Comparer un poème en prose et une description réaliste

Difficulté
2-5 MIN
7 / 8

On donne une description réaliste extraite de Du côté de chez Swann de Proust (Texte A) et un extrait d'un poème en prose des Croquis Parisiens de Huysmans (Texte B).

Texte A

Il devait la revoir une fois encore, quelques semaines plus tard. Ce fut en dormant, dans le crépuscule d'un rêve. Il se promenait avec Mme Verdurin, le docteur Cottard, un jeune homme en fez qu'il ne pouvait identifier, le peintre, Odette, Napoléon III et mon grand-père, sur un chemin qui suivait la mer et la surplombait à pic tantôt de très haut, tantôt de quelques mètres seulement, de sorte qu'on montait et redescendait constamment ; ceux des promeneurs qui redescendaient déjà n'étaient plus visibles à ceux qui montaient encore, le peu de jour qui restât faiblissait et il semblait alors qu'une nuit noire allait s'étendre immédiatement. Par moment les vagues sautaient jusqu'au bord et Swann sentait sur sa joue des éclaboussures glacées. Odette lui disait de les essuyer, il ne pouvait pas et en était confus vis-à-vis d'elle, ainsi que d'être en chemise de nuit. Il espérait qu'à cause de l'obscurité on ne s'en rendait pas compte, mais cependant Mme Verdurin le fixa d'un regard étonné durant un long moment pendant lequel il vit sa figure se déformer , son nez s'allonger et qu'elle avait de grandes moustaches. Il se détourna pour regarder Odette, ses joues étaient pâles, avec des petits points rouges, ses traits tirés, cernés, mais elle le regardait avec des yeux pleins de tendresse prêts à se détacher comme des larmes pour tomber sur lui et il se sentait l'aimer tellement qu'il aurait voulu l'emmener tout de suite. Tout d'un coup, Odette tourna son poignet, regarda une petite montre et dit : "Il faut que je m'en aille", elle prenait congé de tout le monde, de la même façon, sans prendre à part Swann, sans lui dire où elle le reverrait le soir ou un autre jour.
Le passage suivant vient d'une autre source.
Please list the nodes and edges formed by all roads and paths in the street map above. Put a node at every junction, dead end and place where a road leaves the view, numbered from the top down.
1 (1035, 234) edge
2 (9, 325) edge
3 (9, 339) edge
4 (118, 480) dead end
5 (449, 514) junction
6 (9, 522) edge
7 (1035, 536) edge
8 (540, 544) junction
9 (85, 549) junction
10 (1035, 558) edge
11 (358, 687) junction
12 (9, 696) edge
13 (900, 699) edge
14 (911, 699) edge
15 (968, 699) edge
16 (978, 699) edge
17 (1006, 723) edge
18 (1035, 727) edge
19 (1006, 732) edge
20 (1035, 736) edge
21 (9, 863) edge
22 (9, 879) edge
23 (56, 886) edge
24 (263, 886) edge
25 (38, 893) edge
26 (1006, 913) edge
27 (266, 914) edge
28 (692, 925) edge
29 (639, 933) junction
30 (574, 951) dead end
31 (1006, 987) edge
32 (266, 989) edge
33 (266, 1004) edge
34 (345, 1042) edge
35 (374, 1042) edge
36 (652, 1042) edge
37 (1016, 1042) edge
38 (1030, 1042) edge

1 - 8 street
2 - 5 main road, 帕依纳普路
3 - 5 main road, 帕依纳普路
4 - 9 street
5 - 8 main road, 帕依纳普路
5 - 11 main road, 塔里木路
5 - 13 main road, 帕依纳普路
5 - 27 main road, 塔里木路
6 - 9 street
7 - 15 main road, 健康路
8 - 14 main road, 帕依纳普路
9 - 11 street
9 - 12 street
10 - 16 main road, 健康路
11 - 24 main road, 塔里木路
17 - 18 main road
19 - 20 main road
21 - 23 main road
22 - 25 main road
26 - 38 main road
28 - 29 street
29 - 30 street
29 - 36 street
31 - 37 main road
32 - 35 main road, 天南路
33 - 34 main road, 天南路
Il n'osa pas le lui demander, il aurait voulu la suivre et était obligé, sans se retourner vers elle, de répondre en souriant à une question de Mme Verdurin, mais son cœur battait horriblement, il éprouvait de la haine pour Odette, il aurait voulu crever ses yeux qu'il aimait tant tout à l'heure, écraser ses joues sans fraîcheur.

Texte B :

Ces évocations d'un autre monde, ces embrasements sauvages, ces tonalités crépusculaires, ces émanations surexcitées disparurent à leur tour et un hallali de couleurs éclata, prestigieux, inouï.
Un ruissellement d'étincelles de pourpre, une fanfare de senteurs décuplées et portées à leur densité suprême, une marche triomphale, un éblouissement d'apothéose parurent dans le cadre de la porte et des filles étalant sur leurs jupes somptueuses toute la fougue, toute la magnificence, toute l'exaltation des rouges, depuis le sang carminé des laques jusqu'aux flambes du capucine, jusqu'aux splendeurs glorieuses des saturnes et des cinabres, tout le faste, tout le rutilement, tout l'éclat des jaunes, depuis les chromes pâlis jusqu'aux gommes-gouttes, aux jaunes de mars, aux ocres d'or, aux cadmium, s'avancèrent, chairs purpurines et débordées, crinières rousses et sablées de poudre d'or, lèvres voraces, yeux en braises, soufflant des haleines furieuses de patchouli et d'ambre, de musc et d'opopanax, des haleines terrifiantes, des lourdeurs de serres chaudes, des allégro, des cris, des autodafés, des fournaises de rouge et de jaune, des incendies de couleurs et de parfums.
Puis tout s'effaça, et alors les couleurs primordiales : le jaune, le rouge, le bleu, les parfums pères des odeurs composées : le musc-tonkin, la tubéreuse, l'ambre, parurent et s'unirent devant moi en un long baiser.
À mesure que les lèvres se touchaient, les tons faiblissaient, les senteurs se mouraient ; comme les phénix qui renaissent de leurs cendres, ils allaient revivre sous une autre forme, sous la forme des teintes dérivées, des parfums originaires.
Au rouge et au jaune succéda l'orange ; au jaune et au bleu, le vert ; au rose et au bleu, le violet ; les non-couleurs même, le noir et le blanc parurent à leur tour et de leurs bras enlacés tomba lourdement la couleur grise, une grosse pataude qu'un baiser rapide du bleu dégrossit et affina en une Cydalise rêveuse : la teinte de gris-perle.
Et de même que les tons se fondaient et renaissaient différents, les essences se mêlèrent, perdant leur origine propre, se transformant suivant la vivacité ou la langueur des caresses en des descendances multiples ou rares : maréchale, à base de musc, d'ambre, de tubéreuse, de cassis, de jasmin et d'orange ; frangipane extraite de la bergamote et de la vanille, du safran et des baumes de musc et d'ambre ; jockey-club issu de l'accouplement de la tubéreuse et de l'orange, de la mousseline et de l'iris, de la lavande et du miel.
Et d'autres... d'autres... nuances du lilas et du soufre, du saumon et du brun pâle, des laques et des cobalts verts, d'autres... d'autres... le bouquet, la mousseline, le nard, éclataient et fumaient à l'infini, claires, foncées, subtiles, lourdes.
Je me réveillai − plus rien. − Seule, au pied de mon lit, Icarée, ma chatte, avait relevé son cuissot de droite et léchait avec sa langue de rose sa robe de poils roux.

1

Quel est le thème commun aux deux textes ?

2

Quelles sont les images (comparaisons, métaphores, personnifications, etc.) utilisées dans chacun des textes ?

3

Quel est le texte le plus imagé ?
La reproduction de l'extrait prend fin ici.